WHAT THE TASK ASKS
From the first line to the last, write out the records exactly, leaving out images.

-- Opening Marker --

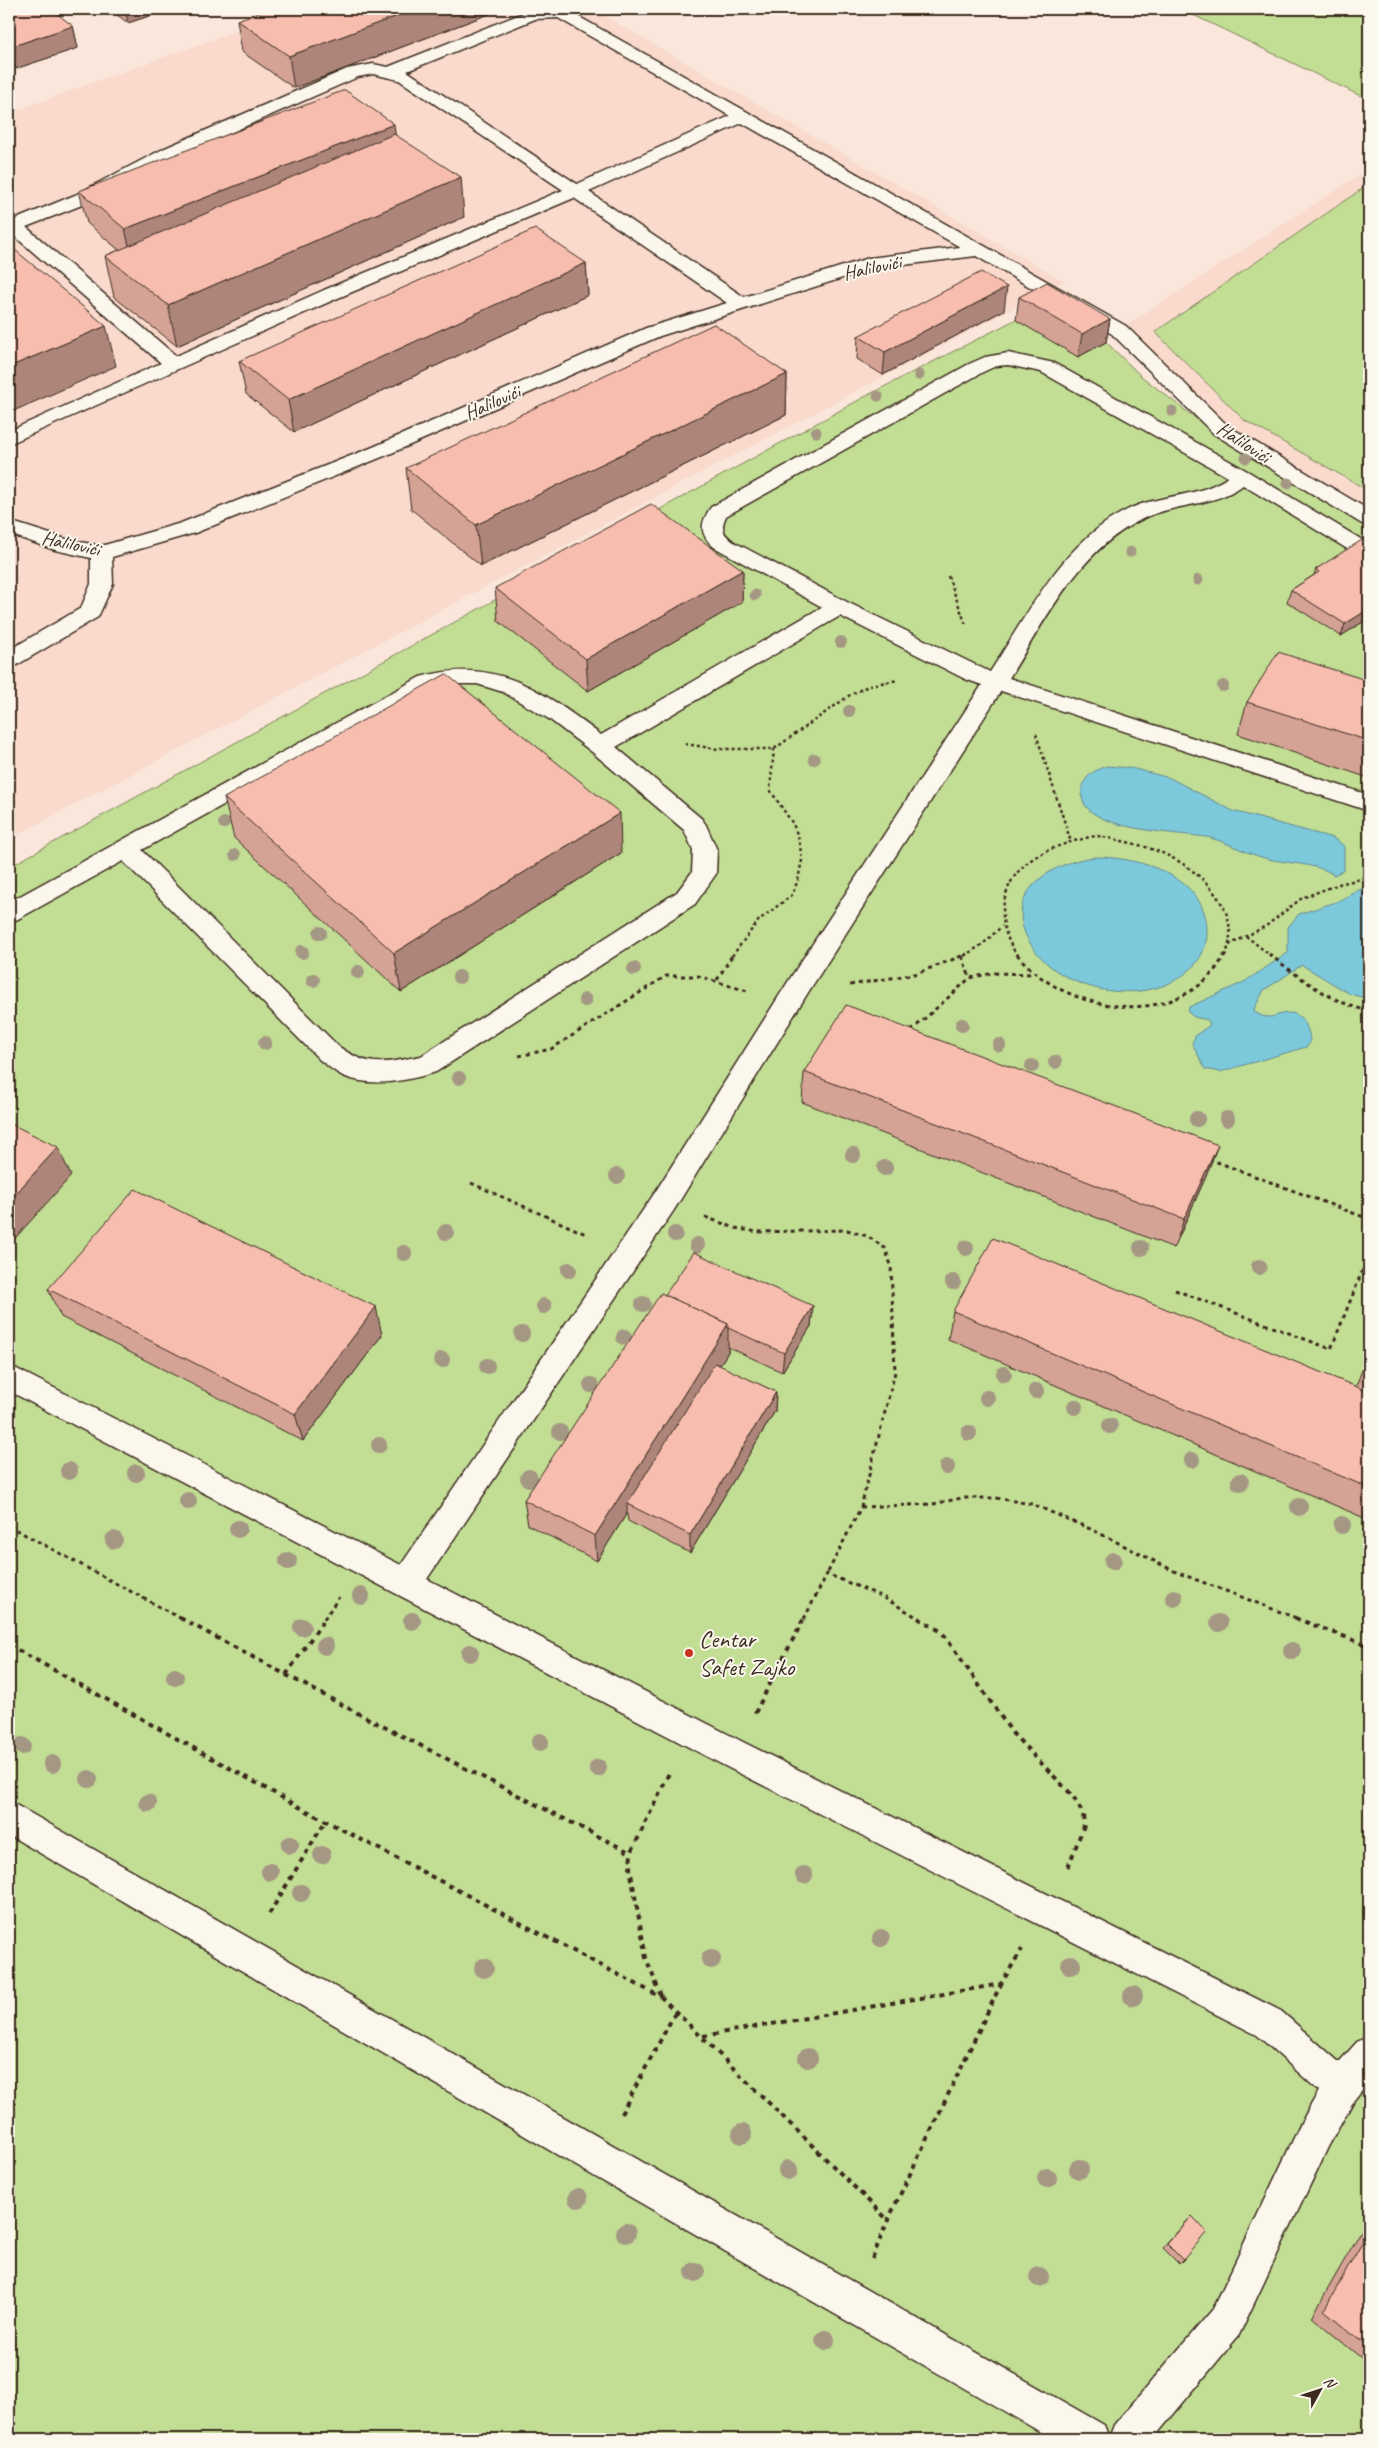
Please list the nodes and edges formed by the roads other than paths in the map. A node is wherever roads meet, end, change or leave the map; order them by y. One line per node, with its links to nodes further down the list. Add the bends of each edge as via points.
1 (388, 73): 2 (street, Halilovići, via 532,14 560,12); 3 (street, via 405,76); 4 (street, via 373,70 353,73 171,152 81,199)
2 (744, 116): 3 (street); 5 (street, Halilovići)
3 (576, 191): 6 (street); 7 (street)
4 (11, 227): 7 (street)
5 (981, 250): 6 (street, Halilovići, via 869,264); 10 (street, Halilovići, via 1119,330 1221,430)
6 (741, 304): 12 (street, Halilovići, via 653,332 242,508 188,528)
7 (174, 364): 8 (street)
8 (9, 438)
9 (1242, 476): 13 (street); 14 (street, via 1047,367 1008,359 992,361 718,512 711,525 713,536 727,547); 16 (street, via 1217,492 1146,510 1100,535 1078,556)
10 (1369, 519)
11 (9, 526): 12 (street, Halilovići, via 62,545)
12 (101, 553): 15 (street, via 102,584 90,612)
13 (1369, 553)
14 (838, 607): 16 (street, via 973,674); 17 (street)
15 (9, 660)
16 (994, 681): 18 (street); 22 (street, via 664,1202)
17 (600, 746): 19 (street, via 551,708 507,685 477,677 428,682); 19 (street, via 694,825 705,850 704,874 686,898 428,1065 384,1073 350,1068 329,1053)
18 (1369, 803)
19 (125, 848): 20 (street)
20 (9, 913)
21 (9, 1377): 22 (street)
22 (407, 1584): 25 (street, via 734,1754 1269,2023)
23 (9, 1817): 26 (street)
24 (1369, 2054): 25 (street)
25 (1341, 2087): 27 (street, via 1314,2134 1226,2322)
26 (1090, 2439)
27 (1128, 2439)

-- Closing Marker --

EXERCISE RESULT
Please list the nodes and edges formed by the roads other than paths in the map. A node is wherever roads meet, end, change or leave the map; order them by y. One line per node, with its links to nodes further down the list. Add the bends of each edge as via points.
1 (388, 73): 2 (street, Halilovići, via 532,14 560,12); 3 (street, via 405,76); 4 (street, via 373,70 353,73 171,152 81,199)
2 (744, 116): 3 (street); 5 (street, Halilovići)
3 (576, 191): 6 (street); 7 (street)
4 (11, 227): 7 (street)
5 (981, 250): 6 (street, Halilovići, via 869,264); 10 (street, Halilovići, via 1119,330 1221,430)
6 (741, 304): 12 (street, Halilovići, via 653,332 242,508 188,528)
7 (174, 364): 8 (street)
8 (9, 438)
9 (1242, 476): 13 (street); 14 (street, via 1047,367 1008,359 992,361 718,512 711,525 713,536 727,547); 16 (street, via 1217,492 1146,510 1100,535 1078,556)
10 (1369, 519)
11 (9, 526): 12 (street, Halilovići, via 62,545)
12 (101, 553): 15 (street, via 102,584 90,612)
13 (1369, 553)
14 (838, 607): 16 (street, via 973,674); 17 (street)
15 (9, 660)
16 (994, 681): 18 (street); 22 (street, via 664,1202)
17 (600, 746): 19 (street, via 551,708 507,685 477,677 428,682); 19 (street, via 694,825 705,850 704,874 686,898 428,1065 384,1073 350,1068 329,1053)
18 (1369, 803)
19 (125, 848): 20 (street)
20 (9, 913)
21 (9, 1377): 22 (street)
22 (407, 1584): 25 (street, via 734,1754 1269,2023)
23 (9, 1817): 26 (street)
24 (1369, 2054): 25 (street)
25 (1341, 2087): 27 (street, via 1314,2134 1226,2322)
26 (1090, 2439)
27 (1128, 2439)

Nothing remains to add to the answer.